• _Goal of the exercise_: Could you reproduce every entry that follows, exactly as shown?

• _Material for this exercise_:
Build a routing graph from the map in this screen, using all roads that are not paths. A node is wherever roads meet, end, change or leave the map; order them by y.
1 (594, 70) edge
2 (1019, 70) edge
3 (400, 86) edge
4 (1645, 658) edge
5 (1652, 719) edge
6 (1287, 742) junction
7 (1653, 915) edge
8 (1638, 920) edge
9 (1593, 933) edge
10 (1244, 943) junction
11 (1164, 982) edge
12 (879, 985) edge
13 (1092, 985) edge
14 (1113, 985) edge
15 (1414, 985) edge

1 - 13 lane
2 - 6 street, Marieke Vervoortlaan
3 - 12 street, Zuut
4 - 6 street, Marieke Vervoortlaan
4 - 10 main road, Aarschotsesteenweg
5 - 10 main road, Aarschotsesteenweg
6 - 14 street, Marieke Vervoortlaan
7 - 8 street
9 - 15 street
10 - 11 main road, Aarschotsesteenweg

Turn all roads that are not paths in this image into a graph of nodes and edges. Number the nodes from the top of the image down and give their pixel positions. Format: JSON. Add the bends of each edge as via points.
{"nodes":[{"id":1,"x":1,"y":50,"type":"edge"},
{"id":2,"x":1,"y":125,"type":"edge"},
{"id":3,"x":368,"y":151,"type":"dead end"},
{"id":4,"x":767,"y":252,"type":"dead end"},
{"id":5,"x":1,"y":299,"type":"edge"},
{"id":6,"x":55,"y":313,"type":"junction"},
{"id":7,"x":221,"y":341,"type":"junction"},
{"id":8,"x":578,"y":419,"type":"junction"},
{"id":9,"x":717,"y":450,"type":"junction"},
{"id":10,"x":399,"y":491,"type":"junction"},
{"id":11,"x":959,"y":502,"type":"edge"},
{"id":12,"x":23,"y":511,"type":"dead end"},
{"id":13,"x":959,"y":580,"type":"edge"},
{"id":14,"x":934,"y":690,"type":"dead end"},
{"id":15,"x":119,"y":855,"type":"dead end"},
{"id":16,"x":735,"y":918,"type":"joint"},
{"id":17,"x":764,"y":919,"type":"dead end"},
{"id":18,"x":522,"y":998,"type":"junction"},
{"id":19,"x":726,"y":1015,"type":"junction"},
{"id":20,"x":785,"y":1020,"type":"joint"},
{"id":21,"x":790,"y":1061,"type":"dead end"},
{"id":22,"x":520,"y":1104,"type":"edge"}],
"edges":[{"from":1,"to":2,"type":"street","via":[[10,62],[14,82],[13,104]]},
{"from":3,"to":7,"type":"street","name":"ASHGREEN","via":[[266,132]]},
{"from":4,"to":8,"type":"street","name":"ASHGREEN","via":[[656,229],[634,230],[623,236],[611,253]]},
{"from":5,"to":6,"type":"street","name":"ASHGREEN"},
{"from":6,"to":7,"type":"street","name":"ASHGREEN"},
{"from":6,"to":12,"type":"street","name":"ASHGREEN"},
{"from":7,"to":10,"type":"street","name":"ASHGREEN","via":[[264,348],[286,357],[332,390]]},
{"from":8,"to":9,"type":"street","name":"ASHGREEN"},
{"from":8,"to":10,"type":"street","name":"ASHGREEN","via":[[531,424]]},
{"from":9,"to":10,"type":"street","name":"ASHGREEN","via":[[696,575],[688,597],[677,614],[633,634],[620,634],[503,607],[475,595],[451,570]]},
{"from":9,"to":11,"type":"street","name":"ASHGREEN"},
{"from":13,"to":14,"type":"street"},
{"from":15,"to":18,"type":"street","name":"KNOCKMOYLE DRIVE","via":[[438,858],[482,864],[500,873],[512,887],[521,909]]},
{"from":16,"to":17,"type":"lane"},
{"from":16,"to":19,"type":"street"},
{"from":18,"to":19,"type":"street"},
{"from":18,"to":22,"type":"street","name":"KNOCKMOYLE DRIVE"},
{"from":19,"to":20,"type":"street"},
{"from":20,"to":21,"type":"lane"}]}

• _Solution for this exercise_:
Build a routing graph from the map in this screen, using all roads that are not paths. A node is wherever roads meet, end, change or leave the map; order them by y.
1 (594, 70) edge
2 (1019, 70) edge
3 (400, 86) edge
4 (1645, 658) edge
5 (1652, 719) edge
6 (1287, 742) junction
7 (1653, 915) edge
8 (1638, 920) edge
9 (1593, 933) edge
10 (1244, 943) junction
11 (1164, 982) edge
12 (879, 985) edge
13 (1092, 985) edge
14 (1113, 985) edge
15 (1414, 985) edge

1 - 13 lane
2 - 6 street, Marieke Vervoortlaan
3 - 12 street, Zuut
4 - 6 street, Marieke Vervoortlaan
4 - 10 main road, Aarschotsesteenweg
5 - 10 main road, Aarschotsesteenweg
6 - 14 street, Marieke Vervoortlaan
7 - 8 street
9 - 15 street
10 - 11 main road, Aarschotsesteenweg

Turn all roads that are not paths in this image into a graph of nodes and edges. Number the nodes from the top of the image down and give their pixel positions. Format: JSON. Add the bends of each edge as via points.
{"nodes":[{"id":1,"x":1,"y":50,"type":"edge"},
{"id":2,"x":1,"y":125,"type":"edge"},
{"id":3,"x":368,"y":151,"type":"dead end"},
{"id":4,"x":767,"y":252,"type":"dead end"},
{"id":5,"x":1,"y":299,"type":"edge"},
{"id":6,"x":55,"y":313,"type":"junction"},
{"id":7,"x":221,"y":341,"type":"junction"},
{"id":8,"x":578,"y":419,"type":"junction"},
{"id":9,"x":717,"y":450,"type":"junction"},
{"id":10,"x":399,"y":491,"type":"junction"},
{"id":11,"x":959,"y":502,"type":"edge"},
{"id":12,"x":23,"y":511,"type":"dead end"},
{"id":13,"x":959,"y":580,"type":"edge"},
{"id":14,"x":934,"y":690,"type":"dead end"},
{"id":15,"x":119,"y":855,"type":"dead end"},
{"id":16,"x":735,"y":918,"type":"joint"},
{"id":17,"x":764,"y":919,"type":"dead end"},
{"id":18,"x":522,"y":998,"type":"junction"},
{"id":19,"x":726,"y":1015,"type":"junction"},
{"id":20,"x":785,"y":1020,"type":"joint"},
{"id":21,"x":790,"y":1061,"type":"dead end"},
{"id":22,"x":520,"y":1104,"type":"edge"}],
"edges":[{"from":1,"to":2,"type":"street","via":[[10,62],[14,82],[13,104]]},
{"from":3,"to":7,"type":"street","name":"ASHGREEN","via":[[266,132]]},
{"from":4,"to":8,"type":"street","name":"ASHGREEN","via":[[656,229],[634,230],[623,236],[611,253]]},
{"from":5,"to":6,"type":"street","name":"ASHGREEN"},
{"from":6,"to":7,"type":"street","name":"ASHGREEN"},
{"from":6,"to":12,"type":"street","name":"ASHGREEN"},
{"from":7,"to":10,"type":"street","name":"ASHGREEN","via":[[264,348],[286,357],[332,390]]},
{"from":8,"to":9,"type":"street","name":"ASHGREEN"},
{"from":8,"to":10,"type":"street","name":"ASHGREEN","via":[[531,424]]},
{"from":9,"to":10,"type":"street","name":"ASHGREEN","via":[[696,575],[688,597],[677,614],[633,634],[620,634],[503,607],[475,595],[451,570]]},
{"from":9,"to":11,"type":"street","name":"ASHGREEN"},
{"from":13,"to":14,"type":"street"},
{"from":15,"to":18,"type":"street","name":"KNOCKMOYLE DRIVE","via":[[438,858],[482,864],[500,873],[512,887],[521,909]]},
{"from":16,"to":17,"type":"lane"},
{"from":16,"to":19,"type":"street"},
{"from":18,"to":19,"type":"street"},
{"from":18,"to":22,"type":"street","name":"KNOCKMOYLE DRIVE"},
{"from":19,"to":20,"type":"street"},
{"from":20,"to":21,"type":"lane"}]}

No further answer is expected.